> _What to produce_:
Return every line from the one with "middle mcp: (300, 338)" through the one with "middle pip: (648, 266)", inclusive, exactly as it appears below.
____ Extracted entries
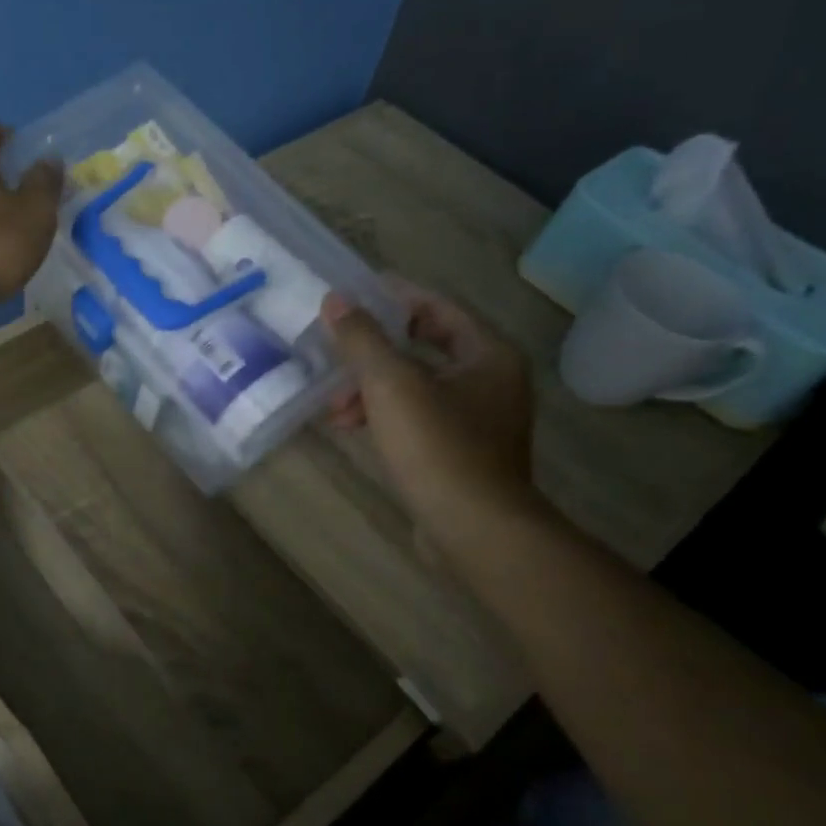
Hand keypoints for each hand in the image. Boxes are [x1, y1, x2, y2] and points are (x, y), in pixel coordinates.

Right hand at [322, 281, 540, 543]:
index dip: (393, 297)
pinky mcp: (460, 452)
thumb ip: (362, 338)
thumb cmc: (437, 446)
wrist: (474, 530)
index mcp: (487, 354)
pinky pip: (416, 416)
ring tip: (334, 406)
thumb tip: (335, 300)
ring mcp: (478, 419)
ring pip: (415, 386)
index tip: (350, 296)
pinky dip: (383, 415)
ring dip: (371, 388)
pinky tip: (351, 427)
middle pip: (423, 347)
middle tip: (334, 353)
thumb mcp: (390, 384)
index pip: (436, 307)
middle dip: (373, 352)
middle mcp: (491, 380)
________
____ Extracted entries
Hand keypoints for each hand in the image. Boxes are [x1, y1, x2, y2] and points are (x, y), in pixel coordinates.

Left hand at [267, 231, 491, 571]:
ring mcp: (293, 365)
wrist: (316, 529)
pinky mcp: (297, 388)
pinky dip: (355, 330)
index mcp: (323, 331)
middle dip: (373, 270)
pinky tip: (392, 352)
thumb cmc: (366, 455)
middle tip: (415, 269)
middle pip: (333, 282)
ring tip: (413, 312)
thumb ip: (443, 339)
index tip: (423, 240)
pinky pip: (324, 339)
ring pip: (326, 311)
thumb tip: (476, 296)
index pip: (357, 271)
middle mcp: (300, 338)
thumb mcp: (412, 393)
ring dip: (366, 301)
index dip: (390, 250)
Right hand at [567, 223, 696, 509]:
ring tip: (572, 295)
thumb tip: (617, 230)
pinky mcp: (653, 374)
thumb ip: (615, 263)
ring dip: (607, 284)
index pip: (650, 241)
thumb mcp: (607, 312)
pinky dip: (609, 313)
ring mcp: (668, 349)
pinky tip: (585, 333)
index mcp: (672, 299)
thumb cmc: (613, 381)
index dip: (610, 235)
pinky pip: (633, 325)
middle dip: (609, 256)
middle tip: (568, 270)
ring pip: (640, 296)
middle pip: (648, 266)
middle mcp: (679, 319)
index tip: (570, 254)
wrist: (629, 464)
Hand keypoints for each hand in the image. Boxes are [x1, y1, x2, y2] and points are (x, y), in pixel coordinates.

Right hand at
________
> _Task solution_:
middle mcp: (300, 338)
thumb mcp: (412, 393)
ring dip: (366, 301)
index dip: (390, 250)
Right hand at [567, 223, 696, 509]:
ring tip: (572, 295)
thumb tip: (617, 230)
pinky mcp: (653, 374)
thumb ip: (615, 263)
ring dip: (607, 284)
index pip: (650, 241)
thumb mcp: (607, 312)
pinky dip: (609, 313)
ring mcp: (668, 349)
pinky tip: (585, 333)
index mcp: (672, 299)
thumb cmc: (613, 381)
index dip: (610, 235)
pinky pip: (633, 325)
middle dip: (609, 256)
middle tip: (568, 270)
ring pip: (640, 296)
middle pip: (648, 266)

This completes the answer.